Turkey, Syria Tighten Ties

Turkey and Syria have announced a joint initiative to fight "terrorism," but it is not clear who is targeted, since Syria is a terror state.

Chana Ya'ar, | updated: 18:54

Turkish PM Recep Tayyip Erdogan
Turkish PM Recep Tayyip Erdogan
Israel news photo: Flash 90

Turkey and Syria have announced a joint initiative to fight “terrorism,” but it is not clear which enemies are targeted.

Turkish Prime Minister Recep Tayyip Erdogan and his Syrian counterpart Muhammad Naji Otri told reporters Tuesday after a meeting in Ankara, “terrorism is our common enemy.”

This is an ambiguouse statement, considering that Syria is a state designated by the U.S. and other Western nations as a supporter of terror.

Both countries affirmed their mutual commitment in an Agreement on Joint Cooperation against Terrorism and Terrorist Organizations. The two expressed satisfaction with their bilateral security cooperation, according to a joint statement released to the Syrian Arab News Agency (SANA) by the Syrian-Turkish High Level Strategic Cooperation Council.

The joint statement “stressed the importance of continued coordination and cooperation between Turkey and Syria regarding regional issues, with the aim of establishing lasting peace, stability and security in the Middle East and Eastern Mediterranean.”

The two sides also stressed the importance they attach to “the preservation of calm, stability and political unity in Lebanon,” which they contended was “crucial for the entire region.”

Deepening and Broadening Ties
Earlier in the day the foreign ministers from the two countries had signed an agreement to combat terrorism and terrorist organizations. The pact came at the conclusion of the Council's second meeting in Ankara.
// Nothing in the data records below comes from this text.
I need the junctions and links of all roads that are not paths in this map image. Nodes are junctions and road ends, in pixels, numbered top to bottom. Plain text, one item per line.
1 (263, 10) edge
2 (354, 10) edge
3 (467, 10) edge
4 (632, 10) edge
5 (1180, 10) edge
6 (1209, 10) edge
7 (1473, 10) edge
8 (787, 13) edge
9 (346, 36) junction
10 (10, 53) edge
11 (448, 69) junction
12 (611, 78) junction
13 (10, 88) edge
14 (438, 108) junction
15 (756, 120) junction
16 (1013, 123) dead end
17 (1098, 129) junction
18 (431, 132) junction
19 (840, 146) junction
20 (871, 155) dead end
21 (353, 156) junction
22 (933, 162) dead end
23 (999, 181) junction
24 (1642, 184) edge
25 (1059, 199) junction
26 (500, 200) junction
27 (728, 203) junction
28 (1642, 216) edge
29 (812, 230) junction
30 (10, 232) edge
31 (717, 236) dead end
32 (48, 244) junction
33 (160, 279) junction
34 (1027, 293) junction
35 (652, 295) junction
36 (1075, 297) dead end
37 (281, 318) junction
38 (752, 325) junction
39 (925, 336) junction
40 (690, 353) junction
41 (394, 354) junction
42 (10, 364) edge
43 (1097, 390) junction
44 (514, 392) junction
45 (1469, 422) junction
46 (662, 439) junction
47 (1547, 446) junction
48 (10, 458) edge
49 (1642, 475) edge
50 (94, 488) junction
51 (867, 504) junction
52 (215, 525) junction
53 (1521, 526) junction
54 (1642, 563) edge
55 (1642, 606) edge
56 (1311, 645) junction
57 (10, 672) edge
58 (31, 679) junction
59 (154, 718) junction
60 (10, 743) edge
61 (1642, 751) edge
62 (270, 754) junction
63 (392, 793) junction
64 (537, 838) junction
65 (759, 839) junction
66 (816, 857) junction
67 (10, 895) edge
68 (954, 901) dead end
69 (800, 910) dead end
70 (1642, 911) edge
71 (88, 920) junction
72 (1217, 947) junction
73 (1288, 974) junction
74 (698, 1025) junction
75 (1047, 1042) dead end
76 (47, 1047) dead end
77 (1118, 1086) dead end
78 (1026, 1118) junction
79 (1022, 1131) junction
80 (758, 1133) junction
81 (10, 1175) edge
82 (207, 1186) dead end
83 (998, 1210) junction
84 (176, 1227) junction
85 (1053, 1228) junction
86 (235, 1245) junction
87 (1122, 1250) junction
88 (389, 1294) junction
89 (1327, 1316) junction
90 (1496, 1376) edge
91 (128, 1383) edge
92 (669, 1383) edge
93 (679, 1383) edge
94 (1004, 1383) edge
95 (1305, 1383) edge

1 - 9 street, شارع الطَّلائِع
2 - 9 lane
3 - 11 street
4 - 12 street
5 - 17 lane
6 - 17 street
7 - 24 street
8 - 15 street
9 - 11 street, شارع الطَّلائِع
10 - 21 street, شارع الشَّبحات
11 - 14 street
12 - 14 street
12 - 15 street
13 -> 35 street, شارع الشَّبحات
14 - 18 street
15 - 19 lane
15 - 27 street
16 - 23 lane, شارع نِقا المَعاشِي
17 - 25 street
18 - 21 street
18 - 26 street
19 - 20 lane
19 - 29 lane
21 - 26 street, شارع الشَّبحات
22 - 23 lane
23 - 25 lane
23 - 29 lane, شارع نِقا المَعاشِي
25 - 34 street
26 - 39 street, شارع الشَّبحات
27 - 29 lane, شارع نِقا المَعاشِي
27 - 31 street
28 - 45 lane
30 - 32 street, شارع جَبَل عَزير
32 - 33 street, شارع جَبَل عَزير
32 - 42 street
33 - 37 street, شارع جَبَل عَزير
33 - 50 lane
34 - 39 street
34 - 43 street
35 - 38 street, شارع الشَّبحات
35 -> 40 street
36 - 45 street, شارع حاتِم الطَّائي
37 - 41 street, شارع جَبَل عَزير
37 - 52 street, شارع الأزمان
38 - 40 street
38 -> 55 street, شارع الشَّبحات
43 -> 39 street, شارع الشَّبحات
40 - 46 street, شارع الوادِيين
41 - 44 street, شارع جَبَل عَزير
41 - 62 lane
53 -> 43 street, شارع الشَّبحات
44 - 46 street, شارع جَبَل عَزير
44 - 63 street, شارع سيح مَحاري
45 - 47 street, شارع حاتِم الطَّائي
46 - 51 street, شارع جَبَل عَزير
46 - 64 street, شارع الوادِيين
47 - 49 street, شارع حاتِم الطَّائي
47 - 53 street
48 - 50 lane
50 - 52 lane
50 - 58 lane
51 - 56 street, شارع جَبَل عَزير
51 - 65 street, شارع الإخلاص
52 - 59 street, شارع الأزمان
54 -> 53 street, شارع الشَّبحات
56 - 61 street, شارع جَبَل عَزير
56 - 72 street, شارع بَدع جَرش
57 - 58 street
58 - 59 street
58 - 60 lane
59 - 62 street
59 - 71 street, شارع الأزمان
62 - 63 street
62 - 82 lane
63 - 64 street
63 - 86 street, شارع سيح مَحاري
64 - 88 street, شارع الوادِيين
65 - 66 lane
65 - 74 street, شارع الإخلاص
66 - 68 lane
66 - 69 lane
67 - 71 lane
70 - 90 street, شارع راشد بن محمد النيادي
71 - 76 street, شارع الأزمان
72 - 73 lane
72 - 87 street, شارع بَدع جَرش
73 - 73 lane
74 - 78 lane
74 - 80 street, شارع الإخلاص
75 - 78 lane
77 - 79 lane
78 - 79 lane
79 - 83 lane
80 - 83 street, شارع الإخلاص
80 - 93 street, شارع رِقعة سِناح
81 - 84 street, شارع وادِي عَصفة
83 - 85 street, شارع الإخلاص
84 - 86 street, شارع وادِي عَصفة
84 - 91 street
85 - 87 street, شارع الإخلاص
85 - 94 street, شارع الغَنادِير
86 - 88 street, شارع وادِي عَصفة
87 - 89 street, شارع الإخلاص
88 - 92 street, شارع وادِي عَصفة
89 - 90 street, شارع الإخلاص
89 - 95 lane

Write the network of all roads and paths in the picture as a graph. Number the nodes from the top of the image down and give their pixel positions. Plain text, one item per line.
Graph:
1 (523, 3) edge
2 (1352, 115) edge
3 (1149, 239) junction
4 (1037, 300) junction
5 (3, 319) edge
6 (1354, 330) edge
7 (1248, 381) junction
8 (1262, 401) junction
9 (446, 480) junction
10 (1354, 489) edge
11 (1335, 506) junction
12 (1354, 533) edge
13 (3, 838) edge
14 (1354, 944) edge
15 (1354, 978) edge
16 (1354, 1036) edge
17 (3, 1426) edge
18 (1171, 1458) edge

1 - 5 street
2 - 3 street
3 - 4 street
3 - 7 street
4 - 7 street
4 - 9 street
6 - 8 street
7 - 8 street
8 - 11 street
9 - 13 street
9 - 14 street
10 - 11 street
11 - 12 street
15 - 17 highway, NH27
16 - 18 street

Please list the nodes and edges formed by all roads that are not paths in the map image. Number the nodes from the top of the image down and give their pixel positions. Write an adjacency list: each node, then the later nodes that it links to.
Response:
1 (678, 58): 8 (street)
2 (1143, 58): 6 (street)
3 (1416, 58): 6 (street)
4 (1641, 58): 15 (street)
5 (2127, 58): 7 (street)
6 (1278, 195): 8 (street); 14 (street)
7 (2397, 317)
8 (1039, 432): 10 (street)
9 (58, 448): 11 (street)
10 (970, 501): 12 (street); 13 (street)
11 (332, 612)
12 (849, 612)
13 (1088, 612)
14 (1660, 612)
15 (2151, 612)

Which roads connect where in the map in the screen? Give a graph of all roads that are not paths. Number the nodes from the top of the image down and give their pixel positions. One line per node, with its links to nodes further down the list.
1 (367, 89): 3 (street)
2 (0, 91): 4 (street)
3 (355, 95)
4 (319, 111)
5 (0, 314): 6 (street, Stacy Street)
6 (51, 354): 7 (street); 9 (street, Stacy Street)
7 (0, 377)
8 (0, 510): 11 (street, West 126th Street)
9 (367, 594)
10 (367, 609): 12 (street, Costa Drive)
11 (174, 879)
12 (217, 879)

The two nations signed a total of 11 agreements aimed at strengthening ties during the meeting. Participating were ministers from nearly every key government ministry in both countries.

Among the deals were draft agreements to increase the volume of trade, expand economic and investment cooperation, gas linkages and electricity projects, and develop border crossings and transport systems.